Pensateci un attimo: ci sono voluti quasi vent’anni per raggiungere quel numero con la fotografia tradizionale, mentre all’AI sono bastati tre anni scarsi.


Nel 2023, le immagini AI rappresentavano appena il 2,5% del catalogo. Era un fenomeno interessante, sì, ma marginale. Oggi invece ci troviamo di fronte a un vero e proprio pareggio digitale, con Adobe che ha iniziato a limitare i caricamenti per cercare di riportare un po’ d’equilibrio, e soprattutto capire come gestire la questione.


Ma cosa significa tutto questo?


Significa che la visibilità per un fotografo sta calando, che gli scatti – frutto di pazienza, occhio, tecnica, errori ed esperienza – devono farsi largo tra milioni di immagini create in pochi secondi da un prompt testuale.


Non sto dicendo che l’AI sia il male, tutt'altro. Alcuni risultati sono notevoli, e sì, possono anche ispirare. Ma qui stiamo parlando di un mercato che rischia di appiattirsi, di premiare la quantità anziché la qualità, e di confondere il reale con il plausibile. dove il "semplice" è meglio del "complesso", dove il pensiero unico è meglio dell'estro.

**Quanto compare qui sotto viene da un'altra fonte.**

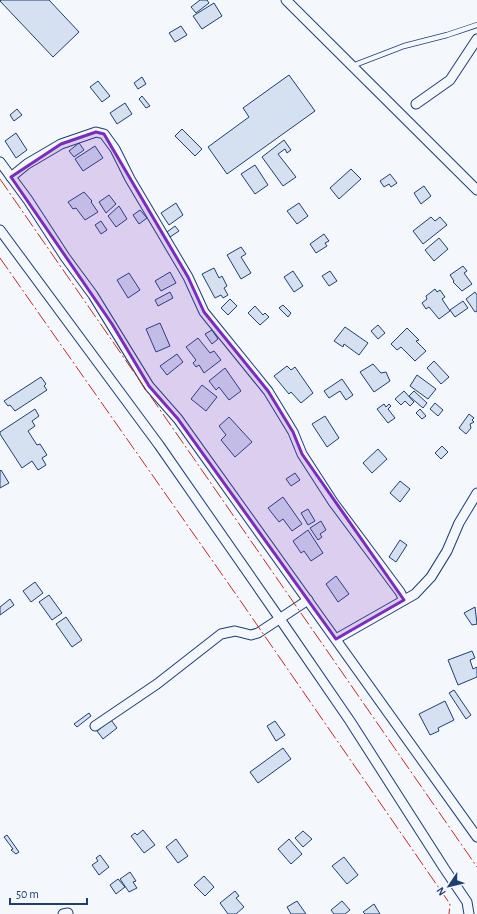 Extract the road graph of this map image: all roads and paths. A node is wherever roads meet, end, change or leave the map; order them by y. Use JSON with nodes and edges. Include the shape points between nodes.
{"nodes":[{"id":1,"x":286,"y":0,"type":"edge"},
{"id":2,"x":477,"y":24,"type":"edge"},
{"id":3,"x":477,"y":39,"type":"edge"},
{"id":4,"x":352,"y":66,"type":"junction"},
{"id":5,"x":416,"y":104,"type":"dead end"},
{"id":6,"x":0,"y":162,"type":"edge"},
{"id":7,"x":11,"y":176,"type":"junction"},
{"id":8,"x":477,"y":190,"type":"edge"},
{"id":9,"x":0,"y":230,"type":"edge"},
{"id":10,"x":477,"y":493,"type":"edge"},
{"id":11,"x":308,"y":600,"type":"junction"},
{"id":12,"x":404,"y":600,"type":"junction"},
{"id":13,"x":280,"y":619,"type":"junction"},
{"id":14,"x":336,"y":639,"type":"junction"},
{"id":15,"x":95,"y":726,"type":"dead end"},
{"id":16,"x":477,"y":836,"type":"edge"},
{"id":17,"x":469,"y":914,"type":"edge"}],
"edges":[{"from":1,"to":4,"type":"street"},
{"from":2,"to":4,"type":"lane","via":[[404,46]]},
{"from":3,"to":5,"type":"street","via":[[450,80]]},
{"from":4,"to":8,"type":"street"},
{"from":6,"to":7,"type":"street"},
{"from":7,"to":11,"type":"street","via":[[100,307],[149,386],[178,419]]},
{"from":7,"to":12,"type":"street","via":[[61,144],[96,132],[104,134],[188,277],[204,312],[268,391],[293,432],[302,454]]},
{"from":9,"to":13,"type":"street","via":[[159,445]]},
{"from":10,"to":12,"type":"street","via":[[458,523],[447,551],[431,576],[415,594]]},
{"from":11,"to":13,"type":"street"},
{"from":11,"to":14,"type":"street"},
{"from":12,"to":14,"type":"street"},
{"from":13,"to":15,"type":"street","via":[[258,633],[221,634],[157,684]]},
{"from":13,"to":17,"type":"street","via":[[350,721],[467,902]]},
{"from":14,"to":16,"type":"street"}]}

Adobe sostiene che le percentuali non siano così sbilanciate come sembrano, e che stanno lavorando per rendere il catalogo più vario e riconoscibile. Bene. È un primo passo. Ma come fotografi, non possiamo restare fermi a guardare.


E allora, cosa possiamo fare?


Per quanto mi riguarda, continuo a credere nella forza della fotografia autentica - per quanto autentica possa mai essere stata, ma questa è un altra storia - in quello che il nostro occhio riesce a vedere e raccontare, anche quando la luce è scarsa o il soggetto non è perfetto. Perché è lì che sta il valore. L’AI può simulare, ma non può sentire.


Il nostro compito, oggi più che mai, è quello di restare coerenti con la nostra visione, di sperimentare, raccontare, documentare, e – perché no – anche spiegare al pubblico la differenza tra uno scatto reale e un’immagine generata. È una forma di educazione visiva che, secondo me, non è mai stata così necessaria.